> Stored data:
_ _ _ _ _

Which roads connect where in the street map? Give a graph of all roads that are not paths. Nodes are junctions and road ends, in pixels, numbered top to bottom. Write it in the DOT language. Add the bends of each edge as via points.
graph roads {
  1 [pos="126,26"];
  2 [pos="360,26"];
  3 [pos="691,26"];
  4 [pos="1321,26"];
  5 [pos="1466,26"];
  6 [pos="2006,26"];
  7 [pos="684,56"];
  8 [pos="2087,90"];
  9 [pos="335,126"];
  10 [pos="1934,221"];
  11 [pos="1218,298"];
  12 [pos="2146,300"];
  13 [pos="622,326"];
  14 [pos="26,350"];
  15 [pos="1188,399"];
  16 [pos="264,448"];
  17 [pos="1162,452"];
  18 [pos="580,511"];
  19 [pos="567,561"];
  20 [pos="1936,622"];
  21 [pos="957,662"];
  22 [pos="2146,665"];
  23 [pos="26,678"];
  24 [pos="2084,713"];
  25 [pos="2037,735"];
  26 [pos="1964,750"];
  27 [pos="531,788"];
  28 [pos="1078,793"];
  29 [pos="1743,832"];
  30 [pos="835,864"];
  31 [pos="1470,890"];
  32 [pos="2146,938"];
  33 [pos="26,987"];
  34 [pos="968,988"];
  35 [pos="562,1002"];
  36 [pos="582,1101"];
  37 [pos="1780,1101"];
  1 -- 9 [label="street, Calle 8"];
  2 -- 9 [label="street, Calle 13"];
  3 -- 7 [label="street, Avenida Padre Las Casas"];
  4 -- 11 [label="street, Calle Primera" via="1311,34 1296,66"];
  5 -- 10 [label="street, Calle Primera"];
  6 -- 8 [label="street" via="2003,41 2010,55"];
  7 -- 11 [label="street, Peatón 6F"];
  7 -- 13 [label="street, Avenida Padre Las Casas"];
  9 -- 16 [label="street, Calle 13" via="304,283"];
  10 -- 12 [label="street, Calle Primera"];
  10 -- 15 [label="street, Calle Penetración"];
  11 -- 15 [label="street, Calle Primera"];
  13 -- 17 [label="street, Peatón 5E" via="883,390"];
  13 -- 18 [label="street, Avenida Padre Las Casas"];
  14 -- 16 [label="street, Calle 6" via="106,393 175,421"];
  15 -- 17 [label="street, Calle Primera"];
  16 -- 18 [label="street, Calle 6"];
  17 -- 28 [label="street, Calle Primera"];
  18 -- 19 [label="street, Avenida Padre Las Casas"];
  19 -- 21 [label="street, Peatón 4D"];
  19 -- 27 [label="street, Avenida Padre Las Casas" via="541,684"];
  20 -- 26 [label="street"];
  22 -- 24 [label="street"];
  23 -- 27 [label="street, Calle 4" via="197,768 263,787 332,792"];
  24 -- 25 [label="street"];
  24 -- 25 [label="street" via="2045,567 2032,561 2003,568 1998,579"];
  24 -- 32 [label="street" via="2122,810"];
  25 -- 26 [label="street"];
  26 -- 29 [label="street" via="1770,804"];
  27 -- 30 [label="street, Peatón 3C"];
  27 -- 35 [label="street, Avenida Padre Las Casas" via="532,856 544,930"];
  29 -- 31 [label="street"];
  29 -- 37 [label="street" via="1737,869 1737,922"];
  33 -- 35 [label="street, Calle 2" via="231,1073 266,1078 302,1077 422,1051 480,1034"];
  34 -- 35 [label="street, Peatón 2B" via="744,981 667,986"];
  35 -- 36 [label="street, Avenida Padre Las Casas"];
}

_ _ _ _ _

> YOUR GOAL: For the data above, give the number of lines in which the word "Avenida" appears, and nothing more.

> EXERCISE ANSWER: 7